By the time Viktor got his eyes well open he almost wanted to close them again. Even the long, still sleep of the freezers was better than this madhouse! First it was Reesa, shaky, fearful, trying to explain things to him—
"We're about to land on Newmanhome. These people found us and thawed us out …"
And then it was a man in a kilt, bearded and belligerent. "If you want him landed, get him awake, do you hear me? There's no time to waste!"
And then there were "these people" themselves. He managed to pry his sticky eyelids apart far enough to see "these people" for himself. None were familiar. Every one was a stranger, and strange to look at. There was the tall, olive-skinned man who wore the kilt, bare-chested and bare-legged in spite of the chill. There was another man, beardless, with a page-boy bob of sparse blond hair, who wore a ragged red pullover that came down to his knees, showing something like red tights underneath.

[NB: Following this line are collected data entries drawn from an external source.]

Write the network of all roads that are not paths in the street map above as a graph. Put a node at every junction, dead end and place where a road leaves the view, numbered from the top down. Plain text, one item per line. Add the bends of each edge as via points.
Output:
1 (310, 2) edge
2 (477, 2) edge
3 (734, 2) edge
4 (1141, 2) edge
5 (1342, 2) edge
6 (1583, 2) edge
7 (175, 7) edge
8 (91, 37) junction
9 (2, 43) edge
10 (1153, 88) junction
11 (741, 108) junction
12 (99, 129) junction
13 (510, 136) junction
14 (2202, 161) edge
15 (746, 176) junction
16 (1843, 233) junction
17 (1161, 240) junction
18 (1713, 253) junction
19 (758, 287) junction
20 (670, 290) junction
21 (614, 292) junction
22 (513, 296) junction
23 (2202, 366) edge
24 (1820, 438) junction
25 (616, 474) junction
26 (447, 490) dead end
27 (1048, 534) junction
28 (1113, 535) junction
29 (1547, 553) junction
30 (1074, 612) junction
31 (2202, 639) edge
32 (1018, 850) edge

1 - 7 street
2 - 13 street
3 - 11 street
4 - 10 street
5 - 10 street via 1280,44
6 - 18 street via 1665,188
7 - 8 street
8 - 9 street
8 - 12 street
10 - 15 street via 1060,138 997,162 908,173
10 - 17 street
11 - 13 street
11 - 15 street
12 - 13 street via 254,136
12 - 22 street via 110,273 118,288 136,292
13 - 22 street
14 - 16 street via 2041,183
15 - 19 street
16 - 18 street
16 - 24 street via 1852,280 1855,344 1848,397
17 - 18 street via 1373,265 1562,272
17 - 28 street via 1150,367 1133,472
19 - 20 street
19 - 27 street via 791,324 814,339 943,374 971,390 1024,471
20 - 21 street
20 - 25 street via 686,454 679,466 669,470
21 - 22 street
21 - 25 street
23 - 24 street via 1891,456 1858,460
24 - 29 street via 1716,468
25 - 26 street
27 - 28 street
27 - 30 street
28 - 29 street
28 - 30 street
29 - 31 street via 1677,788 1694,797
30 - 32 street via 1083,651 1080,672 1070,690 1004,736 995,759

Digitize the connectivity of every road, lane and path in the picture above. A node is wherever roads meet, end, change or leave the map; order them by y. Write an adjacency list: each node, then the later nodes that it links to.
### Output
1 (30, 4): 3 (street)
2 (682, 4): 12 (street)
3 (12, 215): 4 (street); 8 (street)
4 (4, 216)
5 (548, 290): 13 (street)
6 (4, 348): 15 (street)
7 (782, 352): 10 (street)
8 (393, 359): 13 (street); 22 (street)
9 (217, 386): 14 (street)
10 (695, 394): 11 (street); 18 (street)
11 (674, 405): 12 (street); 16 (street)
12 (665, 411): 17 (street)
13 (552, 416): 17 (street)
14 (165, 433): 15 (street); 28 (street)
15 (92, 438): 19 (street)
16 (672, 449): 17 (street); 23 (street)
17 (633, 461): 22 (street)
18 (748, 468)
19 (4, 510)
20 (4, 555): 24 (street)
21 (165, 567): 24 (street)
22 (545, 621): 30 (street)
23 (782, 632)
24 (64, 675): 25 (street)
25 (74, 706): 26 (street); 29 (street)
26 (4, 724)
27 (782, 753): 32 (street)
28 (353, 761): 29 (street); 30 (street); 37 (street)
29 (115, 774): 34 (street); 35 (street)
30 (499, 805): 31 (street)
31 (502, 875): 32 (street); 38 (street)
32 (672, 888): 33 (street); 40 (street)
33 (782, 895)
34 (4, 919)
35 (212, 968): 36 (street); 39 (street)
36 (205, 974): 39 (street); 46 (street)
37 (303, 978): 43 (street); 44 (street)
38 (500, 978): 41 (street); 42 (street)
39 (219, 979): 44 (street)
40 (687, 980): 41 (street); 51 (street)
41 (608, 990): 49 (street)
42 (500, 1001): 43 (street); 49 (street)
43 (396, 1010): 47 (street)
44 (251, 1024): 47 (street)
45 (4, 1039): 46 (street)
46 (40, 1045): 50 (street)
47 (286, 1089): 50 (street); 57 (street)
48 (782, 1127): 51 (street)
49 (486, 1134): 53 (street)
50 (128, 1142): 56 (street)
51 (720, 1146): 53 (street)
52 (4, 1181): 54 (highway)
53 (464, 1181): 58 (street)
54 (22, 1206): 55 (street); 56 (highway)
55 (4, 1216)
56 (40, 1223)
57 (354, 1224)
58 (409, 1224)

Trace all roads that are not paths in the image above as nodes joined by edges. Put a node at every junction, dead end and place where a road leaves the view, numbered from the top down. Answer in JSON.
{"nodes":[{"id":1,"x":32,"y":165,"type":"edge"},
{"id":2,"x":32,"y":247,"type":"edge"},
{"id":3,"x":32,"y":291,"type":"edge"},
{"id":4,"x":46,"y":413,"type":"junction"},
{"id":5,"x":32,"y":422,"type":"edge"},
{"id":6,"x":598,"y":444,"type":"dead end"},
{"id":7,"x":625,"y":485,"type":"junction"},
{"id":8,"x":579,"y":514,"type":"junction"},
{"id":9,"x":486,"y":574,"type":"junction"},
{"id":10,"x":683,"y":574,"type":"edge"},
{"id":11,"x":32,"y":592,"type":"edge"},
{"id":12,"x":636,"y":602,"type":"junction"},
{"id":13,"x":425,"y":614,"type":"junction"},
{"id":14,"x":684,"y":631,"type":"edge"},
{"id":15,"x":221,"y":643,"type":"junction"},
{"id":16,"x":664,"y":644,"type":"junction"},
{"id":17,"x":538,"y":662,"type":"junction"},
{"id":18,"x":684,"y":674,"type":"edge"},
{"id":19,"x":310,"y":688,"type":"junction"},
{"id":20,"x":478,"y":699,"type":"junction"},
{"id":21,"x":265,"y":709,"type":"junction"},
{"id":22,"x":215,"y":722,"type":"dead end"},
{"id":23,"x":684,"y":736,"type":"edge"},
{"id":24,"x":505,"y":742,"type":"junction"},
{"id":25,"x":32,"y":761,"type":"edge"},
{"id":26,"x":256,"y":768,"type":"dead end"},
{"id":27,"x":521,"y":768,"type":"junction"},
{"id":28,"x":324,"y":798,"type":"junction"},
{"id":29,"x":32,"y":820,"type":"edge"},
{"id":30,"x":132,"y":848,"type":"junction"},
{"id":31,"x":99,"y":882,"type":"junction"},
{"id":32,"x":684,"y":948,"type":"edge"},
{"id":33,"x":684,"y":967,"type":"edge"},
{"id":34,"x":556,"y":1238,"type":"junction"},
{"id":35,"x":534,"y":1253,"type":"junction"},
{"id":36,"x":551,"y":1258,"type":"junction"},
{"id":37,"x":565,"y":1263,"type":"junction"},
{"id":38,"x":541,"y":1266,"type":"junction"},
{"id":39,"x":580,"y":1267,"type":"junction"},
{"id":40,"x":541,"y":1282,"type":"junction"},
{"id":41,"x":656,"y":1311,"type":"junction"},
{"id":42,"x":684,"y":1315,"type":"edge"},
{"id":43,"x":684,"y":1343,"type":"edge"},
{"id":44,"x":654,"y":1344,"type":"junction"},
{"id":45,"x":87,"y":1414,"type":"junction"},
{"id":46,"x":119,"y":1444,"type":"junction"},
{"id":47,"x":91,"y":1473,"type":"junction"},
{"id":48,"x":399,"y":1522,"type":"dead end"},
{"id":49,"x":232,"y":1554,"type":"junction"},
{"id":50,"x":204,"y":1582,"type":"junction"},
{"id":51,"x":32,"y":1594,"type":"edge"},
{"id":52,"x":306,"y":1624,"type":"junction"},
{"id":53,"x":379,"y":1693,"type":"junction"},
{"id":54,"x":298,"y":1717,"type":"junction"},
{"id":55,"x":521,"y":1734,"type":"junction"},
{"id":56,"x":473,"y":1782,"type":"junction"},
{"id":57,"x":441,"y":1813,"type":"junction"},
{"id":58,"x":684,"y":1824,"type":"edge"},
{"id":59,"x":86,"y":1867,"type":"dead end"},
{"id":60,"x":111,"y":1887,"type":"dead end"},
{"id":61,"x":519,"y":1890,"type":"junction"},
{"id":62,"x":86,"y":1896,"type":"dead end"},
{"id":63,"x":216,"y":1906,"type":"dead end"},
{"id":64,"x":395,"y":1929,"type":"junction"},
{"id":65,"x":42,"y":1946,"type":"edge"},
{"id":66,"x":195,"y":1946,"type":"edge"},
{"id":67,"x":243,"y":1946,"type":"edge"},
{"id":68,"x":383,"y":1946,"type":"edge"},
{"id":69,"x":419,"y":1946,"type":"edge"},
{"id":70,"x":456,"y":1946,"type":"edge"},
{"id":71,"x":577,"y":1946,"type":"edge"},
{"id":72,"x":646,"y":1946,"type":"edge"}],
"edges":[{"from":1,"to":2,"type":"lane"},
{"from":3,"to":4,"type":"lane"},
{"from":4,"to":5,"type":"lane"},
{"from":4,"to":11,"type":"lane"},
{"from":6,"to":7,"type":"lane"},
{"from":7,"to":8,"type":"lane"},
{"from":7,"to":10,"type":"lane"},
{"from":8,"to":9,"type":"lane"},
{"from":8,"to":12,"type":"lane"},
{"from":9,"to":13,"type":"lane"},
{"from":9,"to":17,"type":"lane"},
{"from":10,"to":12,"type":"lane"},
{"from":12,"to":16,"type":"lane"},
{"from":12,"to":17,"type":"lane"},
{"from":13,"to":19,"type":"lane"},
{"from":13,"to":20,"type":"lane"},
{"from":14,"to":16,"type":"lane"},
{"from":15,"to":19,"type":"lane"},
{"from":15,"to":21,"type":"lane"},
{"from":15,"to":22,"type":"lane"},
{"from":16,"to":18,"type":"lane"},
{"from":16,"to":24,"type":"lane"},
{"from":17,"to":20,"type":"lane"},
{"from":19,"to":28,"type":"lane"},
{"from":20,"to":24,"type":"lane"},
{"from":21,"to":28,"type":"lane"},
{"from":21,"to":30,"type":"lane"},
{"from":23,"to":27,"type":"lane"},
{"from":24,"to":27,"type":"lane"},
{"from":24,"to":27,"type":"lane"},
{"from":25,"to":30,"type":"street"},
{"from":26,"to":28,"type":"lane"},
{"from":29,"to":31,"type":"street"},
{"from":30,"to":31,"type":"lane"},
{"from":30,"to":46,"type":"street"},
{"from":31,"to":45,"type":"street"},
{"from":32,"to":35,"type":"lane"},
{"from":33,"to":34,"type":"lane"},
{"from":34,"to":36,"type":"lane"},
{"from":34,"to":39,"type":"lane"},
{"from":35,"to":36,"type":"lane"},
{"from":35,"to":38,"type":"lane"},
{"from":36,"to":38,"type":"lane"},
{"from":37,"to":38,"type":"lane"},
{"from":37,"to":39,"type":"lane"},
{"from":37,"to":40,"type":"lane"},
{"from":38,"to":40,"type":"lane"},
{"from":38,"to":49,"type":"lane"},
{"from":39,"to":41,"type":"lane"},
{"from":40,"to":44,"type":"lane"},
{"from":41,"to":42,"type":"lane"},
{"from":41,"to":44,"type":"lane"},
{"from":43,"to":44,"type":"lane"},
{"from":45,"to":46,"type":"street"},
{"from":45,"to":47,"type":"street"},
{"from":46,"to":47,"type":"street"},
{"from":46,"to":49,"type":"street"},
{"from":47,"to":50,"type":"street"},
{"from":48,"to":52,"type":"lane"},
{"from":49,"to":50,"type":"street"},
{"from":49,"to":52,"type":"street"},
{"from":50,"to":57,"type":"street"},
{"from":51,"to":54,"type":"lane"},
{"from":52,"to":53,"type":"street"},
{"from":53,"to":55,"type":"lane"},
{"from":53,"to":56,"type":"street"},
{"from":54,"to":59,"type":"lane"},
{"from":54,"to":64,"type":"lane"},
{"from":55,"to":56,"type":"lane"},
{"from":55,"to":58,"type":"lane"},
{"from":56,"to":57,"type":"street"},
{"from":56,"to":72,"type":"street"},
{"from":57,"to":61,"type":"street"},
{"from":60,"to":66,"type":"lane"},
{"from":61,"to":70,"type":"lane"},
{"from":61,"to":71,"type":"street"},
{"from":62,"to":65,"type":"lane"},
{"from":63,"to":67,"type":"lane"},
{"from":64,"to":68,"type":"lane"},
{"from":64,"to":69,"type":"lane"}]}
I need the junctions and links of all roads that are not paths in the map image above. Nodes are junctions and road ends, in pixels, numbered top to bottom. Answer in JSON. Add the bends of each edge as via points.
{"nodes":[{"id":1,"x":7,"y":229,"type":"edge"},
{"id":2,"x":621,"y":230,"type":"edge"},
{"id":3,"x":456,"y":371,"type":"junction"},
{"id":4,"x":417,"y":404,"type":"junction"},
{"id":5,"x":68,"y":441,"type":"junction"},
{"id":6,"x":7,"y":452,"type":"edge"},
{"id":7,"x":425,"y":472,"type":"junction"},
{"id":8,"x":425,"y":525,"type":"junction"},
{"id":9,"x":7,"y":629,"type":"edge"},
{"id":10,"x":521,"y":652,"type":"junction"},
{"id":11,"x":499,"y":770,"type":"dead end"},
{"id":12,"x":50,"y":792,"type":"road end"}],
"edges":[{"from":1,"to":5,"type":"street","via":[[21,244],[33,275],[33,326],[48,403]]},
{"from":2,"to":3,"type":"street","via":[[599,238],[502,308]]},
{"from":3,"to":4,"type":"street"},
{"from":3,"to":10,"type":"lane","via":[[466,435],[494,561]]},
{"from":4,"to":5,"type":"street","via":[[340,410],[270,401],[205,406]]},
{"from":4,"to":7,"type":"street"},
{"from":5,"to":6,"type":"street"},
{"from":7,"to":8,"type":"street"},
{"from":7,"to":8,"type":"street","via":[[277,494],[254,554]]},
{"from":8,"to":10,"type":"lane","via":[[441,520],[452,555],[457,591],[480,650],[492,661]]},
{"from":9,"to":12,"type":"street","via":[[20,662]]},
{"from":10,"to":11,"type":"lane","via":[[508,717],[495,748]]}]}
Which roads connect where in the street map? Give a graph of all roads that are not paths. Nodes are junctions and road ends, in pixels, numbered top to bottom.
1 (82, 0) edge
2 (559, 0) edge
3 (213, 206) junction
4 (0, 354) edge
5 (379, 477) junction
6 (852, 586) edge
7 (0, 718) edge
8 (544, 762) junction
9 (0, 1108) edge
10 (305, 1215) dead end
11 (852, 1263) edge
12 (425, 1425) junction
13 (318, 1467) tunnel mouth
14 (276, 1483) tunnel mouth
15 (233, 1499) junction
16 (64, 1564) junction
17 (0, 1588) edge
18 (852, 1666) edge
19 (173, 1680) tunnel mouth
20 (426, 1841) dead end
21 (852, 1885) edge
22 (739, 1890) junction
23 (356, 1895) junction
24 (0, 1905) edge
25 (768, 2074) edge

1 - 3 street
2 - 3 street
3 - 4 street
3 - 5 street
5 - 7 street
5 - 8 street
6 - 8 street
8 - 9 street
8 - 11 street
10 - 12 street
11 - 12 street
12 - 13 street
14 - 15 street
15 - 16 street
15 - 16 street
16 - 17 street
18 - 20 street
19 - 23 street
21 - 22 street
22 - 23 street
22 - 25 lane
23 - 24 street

Reesa herself wore an all-black outfit, like jogging sweats—cottony-flannelly pants and blouse, with a cowl covering most of her face. Another woman had the same outfit, except that instead of being black her sweatsuit was striped gray and white, like a prison uniform. "Who are 'these people'?" Viktor croaked.
His wife's face disappeared, and the angry, hostile countenance of a bearded man in the same all-black took her place. "I'm Mirian," the man said savagely, "and we've saved your worthless life. You've been frozen here for hundreds of years."
"I warned you we should have left them that way," called the woman in the prisoner stripes.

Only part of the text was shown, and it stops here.